C’ERA UNA VOLTA- Ieri sera per 45’ Gasperini si è illuso, tifosi compresi, che fossimo ancora l’Atalanta dell’anno scorso. Anzi, più precisamente quella del fatidico 2 ottobre 2016, quando con una sola rete e una squadra ex novo abbiamo inchiodato il Napoli. E quella favola un po’ l’abbiamo rivissuta ieri al San Paolo: c’era una volta l’Atalanta che pressa, che non lascia spazi agli avversari con la difesa alta, che nello schema su palla inattiva gonfia la rete. The end? Magari, invece i tempi sono due e questa volta un gol non basta.

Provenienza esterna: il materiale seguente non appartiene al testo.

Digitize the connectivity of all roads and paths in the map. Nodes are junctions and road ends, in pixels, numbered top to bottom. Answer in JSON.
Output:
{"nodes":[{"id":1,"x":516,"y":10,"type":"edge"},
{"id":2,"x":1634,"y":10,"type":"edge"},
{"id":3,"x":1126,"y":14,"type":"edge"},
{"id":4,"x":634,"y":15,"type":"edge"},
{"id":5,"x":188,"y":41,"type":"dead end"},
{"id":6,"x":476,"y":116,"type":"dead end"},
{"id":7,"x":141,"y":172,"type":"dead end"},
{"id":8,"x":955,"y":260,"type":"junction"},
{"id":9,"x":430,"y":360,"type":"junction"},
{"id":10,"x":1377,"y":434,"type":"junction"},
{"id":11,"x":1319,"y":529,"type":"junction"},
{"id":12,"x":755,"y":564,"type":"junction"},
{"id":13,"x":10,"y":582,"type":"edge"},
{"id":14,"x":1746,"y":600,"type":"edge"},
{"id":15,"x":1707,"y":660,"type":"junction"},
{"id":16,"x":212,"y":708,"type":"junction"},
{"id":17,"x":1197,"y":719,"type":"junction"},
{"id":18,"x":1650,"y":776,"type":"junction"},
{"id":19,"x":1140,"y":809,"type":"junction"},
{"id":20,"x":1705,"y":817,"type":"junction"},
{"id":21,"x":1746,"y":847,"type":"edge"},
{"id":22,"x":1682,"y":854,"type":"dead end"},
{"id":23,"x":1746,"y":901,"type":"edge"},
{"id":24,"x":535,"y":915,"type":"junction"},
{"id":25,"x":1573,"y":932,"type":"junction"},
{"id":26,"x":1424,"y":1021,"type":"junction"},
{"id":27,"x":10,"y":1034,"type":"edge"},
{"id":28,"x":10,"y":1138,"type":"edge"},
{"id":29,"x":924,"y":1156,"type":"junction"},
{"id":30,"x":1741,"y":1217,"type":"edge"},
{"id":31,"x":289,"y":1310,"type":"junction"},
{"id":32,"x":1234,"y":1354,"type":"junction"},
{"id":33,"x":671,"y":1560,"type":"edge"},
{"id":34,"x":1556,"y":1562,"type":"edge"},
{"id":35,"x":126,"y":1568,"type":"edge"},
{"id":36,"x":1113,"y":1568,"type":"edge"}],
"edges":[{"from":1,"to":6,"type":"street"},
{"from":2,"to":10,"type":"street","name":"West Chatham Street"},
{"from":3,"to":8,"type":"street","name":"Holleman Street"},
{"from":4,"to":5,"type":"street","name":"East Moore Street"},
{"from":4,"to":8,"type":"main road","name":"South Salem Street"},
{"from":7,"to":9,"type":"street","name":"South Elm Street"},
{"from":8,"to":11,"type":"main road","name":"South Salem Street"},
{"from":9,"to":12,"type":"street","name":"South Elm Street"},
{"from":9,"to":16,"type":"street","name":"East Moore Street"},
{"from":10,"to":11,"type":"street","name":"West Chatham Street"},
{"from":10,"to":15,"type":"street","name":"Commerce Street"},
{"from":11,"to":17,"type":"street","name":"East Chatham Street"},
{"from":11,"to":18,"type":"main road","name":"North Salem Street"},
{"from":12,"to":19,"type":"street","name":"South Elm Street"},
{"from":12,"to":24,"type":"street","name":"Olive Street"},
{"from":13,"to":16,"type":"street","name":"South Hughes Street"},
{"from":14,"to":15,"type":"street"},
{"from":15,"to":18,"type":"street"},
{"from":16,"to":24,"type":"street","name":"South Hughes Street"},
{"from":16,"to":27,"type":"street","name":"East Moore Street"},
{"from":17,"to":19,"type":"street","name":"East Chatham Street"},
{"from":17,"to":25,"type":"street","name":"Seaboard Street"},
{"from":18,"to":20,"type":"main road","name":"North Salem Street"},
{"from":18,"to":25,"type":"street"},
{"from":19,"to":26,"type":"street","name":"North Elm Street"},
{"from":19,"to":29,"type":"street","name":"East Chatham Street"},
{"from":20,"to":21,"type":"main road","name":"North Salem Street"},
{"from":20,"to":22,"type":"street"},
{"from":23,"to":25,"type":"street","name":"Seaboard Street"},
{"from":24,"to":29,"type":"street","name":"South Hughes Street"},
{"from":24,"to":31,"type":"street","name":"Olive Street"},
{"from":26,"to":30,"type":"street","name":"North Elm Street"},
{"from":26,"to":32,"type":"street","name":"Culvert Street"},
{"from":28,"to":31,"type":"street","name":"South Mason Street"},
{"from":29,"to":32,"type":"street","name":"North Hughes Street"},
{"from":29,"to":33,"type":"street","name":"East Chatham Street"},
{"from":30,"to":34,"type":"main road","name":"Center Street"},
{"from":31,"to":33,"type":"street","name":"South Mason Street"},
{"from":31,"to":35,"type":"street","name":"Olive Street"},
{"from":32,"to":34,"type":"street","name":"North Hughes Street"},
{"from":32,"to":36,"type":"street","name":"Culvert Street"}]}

Gol di cui non è autore Petagna, che sulla porta non riesce mai a concludere: questa però non è una novità e inserire un centrocampista al suo posto ha solo peggiorato la situazione. Perché Petagna pressa nell’uno contro uno e libera il campo, mentre chiudersi in difesa per mantenere l’unico gol non può bastare contro un Napoli casalingo e affamato.  La perla di Zielinski ci ha raggiunto a bocca aperta e la squadra non è più riuscita a contenere i folletti azzurri. Gosens, de Roon, Ilicic, Palomino e Hateboer devono ancora conoscersi, prendere le misure e confrontarsi con le dinamiche della Serie A. Migliorabile la fase di contenimento a centrocampo, ma la colpa non è la loro.
PERCHÈ QUEST’ANNO IMPORTA- Perché terminata la partita e tirate le fila, nonostante i tre gol subìti, ci è sembrata una buona prestazione quella dell’Atalanta. Sì, magari de Roon peggiore in campo, ma gli altri, nonostante qualche errore giustificabile contro una big, hanno fatto il loro dovere. Cosa allora è andato tanto storto da portare a un tabellino così infelice? Sicuramente merito del Napoli e dei suoi 5’, ma l’Atalanta ha peccato di concretezza. La stessa Atalanta che contro la Roma ha creato tanto, ma non ha trovato nessuno che portasse a termine il lavoro. Anche ieri si sudava e si costruiva, per nulla: ci sforziamo di invadere l’area piccola, ma non abbiamo chi poi è cinico sulla porta. Ilicic ha già al suo attivo un legno contro la Roma e una prodezza di Reina, di più non può fare. Kurtic sappiamo tutti com’è: a lui partono i 5’ in tutt’altro senso, troppo in preda alle emozioni, sotto porta fa cilecca. Gomez al fantacalcio è insignito del titolo di attaccante, ma anche lui ha le sue giornate no e, in ogni caso, non può sorbirsi tutto il lavoro. Cornelius non è pronto, il mister lo lancia come ultima carta ma non cambia mai alcunché. E così al 39’pt la palla resta lì nella mischia, nessuno la imbuca. AAA attaccante cercasi.
ULTIME SIRENE- Gasperini l’ha richiesto e se alla fine non dovesse arrivare si rassegnerà: «Terrò la squadra così com’è». Vido al momento è in panchina e chissà se verrà mai impiegato per tentare il tutto e per tutto. Intanto, tra un paio di settimane arriva l’Everton e presentarsi con un buco in fase offensiva non è una buona idea. Percassi è avvisato: mancano una pedina e soli tre giorni alla fine del mercato. Gasperini, per la prima volta nella sua vita, non ha più fretta che arrivi il 31 agosto.